Quick Start with R

From login to running R on a compute node in 5 minutes

Modified

2026-02-13

This guide gets you started quickly. We’ll explain the why later – for now, let’s get you running R on the cluster.

1. Connect to the cluster

SSH into the head node (see Connecting to the Cluster for detailed setup):

ssh <username>@10.10.11.165

Replace <username> with your cluster username. You’ll land on the head node – think of it as the reception desk of the cluster.

Note

If you haven’t set up SSH keys yet, you’ll need your password. See the connection guide for setting up passwordless access.

ImportantDon’t compute on the head node

The head node is shared by everyone and is only for light tasks: installing packages, editing scripts, submitting jobs. Heavy computations will be terminated.

2. Load R

The cluster uses modules to manage software versions. To use R:

module load R/4.5.2

Check available R versions with module avail R.

TipMake it permanent

Add module load R/4.5.2 to your ~/.bashrc so R is available every time you log in. If you later need a different version, swap it out:

module unload R           # Remove current R
module load R/4.4.3       # Load a different version

Or edit your ~/.bashrc to change the version there.

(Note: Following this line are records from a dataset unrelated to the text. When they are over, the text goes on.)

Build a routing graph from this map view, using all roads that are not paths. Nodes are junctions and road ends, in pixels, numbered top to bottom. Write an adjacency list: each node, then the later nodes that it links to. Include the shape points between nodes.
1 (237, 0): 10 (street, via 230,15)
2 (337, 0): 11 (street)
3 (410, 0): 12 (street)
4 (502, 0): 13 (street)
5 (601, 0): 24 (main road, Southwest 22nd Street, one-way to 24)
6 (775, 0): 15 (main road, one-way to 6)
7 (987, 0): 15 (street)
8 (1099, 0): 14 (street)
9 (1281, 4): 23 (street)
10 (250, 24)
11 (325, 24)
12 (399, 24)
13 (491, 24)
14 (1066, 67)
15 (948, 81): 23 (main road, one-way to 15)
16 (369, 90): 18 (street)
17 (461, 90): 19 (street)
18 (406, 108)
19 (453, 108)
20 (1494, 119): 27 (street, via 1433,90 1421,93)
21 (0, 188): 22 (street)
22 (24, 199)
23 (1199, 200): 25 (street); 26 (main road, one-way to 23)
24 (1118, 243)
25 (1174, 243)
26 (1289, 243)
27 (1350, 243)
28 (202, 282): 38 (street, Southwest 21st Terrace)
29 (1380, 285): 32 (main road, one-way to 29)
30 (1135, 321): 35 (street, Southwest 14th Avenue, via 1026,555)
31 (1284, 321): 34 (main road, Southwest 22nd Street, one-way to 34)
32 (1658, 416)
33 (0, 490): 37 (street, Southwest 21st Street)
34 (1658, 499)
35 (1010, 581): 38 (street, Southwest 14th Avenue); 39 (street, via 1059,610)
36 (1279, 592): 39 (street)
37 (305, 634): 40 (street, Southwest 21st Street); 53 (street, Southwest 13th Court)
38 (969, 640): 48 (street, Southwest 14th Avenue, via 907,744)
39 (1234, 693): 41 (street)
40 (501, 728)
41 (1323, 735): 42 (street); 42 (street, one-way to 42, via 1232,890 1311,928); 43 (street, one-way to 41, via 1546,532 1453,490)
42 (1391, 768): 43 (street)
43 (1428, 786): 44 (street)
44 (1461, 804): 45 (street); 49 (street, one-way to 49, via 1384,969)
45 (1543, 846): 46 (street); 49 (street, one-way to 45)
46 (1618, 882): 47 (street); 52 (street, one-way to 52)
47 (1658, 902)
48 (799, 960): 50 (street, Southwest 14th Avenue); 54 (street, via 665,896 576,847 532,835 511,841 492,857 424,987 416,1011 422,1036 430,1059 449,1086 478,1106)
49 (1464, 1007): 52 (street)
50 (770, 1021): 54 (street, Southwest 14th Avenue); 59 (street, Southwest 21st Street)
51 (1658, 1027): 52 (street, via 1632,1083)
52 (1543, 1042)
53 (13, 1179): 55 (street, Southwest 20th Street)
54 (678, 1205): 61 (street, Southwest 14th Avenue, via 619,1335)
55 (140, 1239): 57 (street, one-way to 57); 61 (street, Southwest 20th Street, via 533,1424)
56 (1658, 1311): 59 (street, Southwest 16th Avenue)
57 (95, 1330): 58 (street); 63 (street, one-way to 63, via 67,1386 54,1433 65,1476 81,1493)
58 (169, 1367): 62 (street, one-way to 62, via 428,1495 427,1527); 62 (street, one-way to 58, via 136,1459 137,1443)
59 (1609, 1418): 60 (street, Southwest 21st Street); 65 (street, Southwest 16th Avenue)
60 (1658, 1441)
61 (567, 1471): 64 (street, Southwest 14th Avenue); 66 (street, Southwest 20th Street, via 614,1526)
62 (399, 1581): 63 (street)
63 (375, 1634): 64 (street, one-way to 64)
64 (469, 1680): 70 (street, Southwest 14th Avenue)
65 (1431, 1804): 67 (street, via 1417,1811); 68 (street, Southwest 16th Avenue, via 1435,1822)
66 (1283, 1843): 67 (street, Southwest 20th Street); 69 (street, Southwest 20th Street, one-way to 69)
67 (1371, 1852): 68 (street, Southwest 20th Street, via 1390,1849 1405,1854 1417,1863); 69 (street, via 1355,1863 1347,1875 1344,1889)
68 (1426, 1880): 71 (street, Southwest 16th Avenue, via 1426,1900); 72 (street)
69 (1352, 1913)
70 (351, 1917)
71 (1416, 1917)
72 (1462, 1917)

TipPer-project environments

Instead of a global ~/.bashrc setting, you can use direnv to automatically load the right R version when you enter a project directory. See Tips & Tools – direnv for setup instructions.

3. Install packages (on the head node)

The head node has internet access, compute nodes don’t. Install your packages here:

R
# Inside R
install.packages("tidyverse")
install.packages("data.table")
# ... any other packages you need

Packages are installed to your home directory and will be available on all nodes.

4. Get a compute node

Now request an interactive session on a compute node:

salloc --cpus-per-task=4 --mem=8G --time=02:00:00

This asks Slurm (the job scheduler) for:

  • 4 CPU cores
  • 8 GB of RAM
  • 2 hours of time

Once allocated, you’re automatically connected to a compute node. Your prompt might change to show the node name (e.g., gnode01).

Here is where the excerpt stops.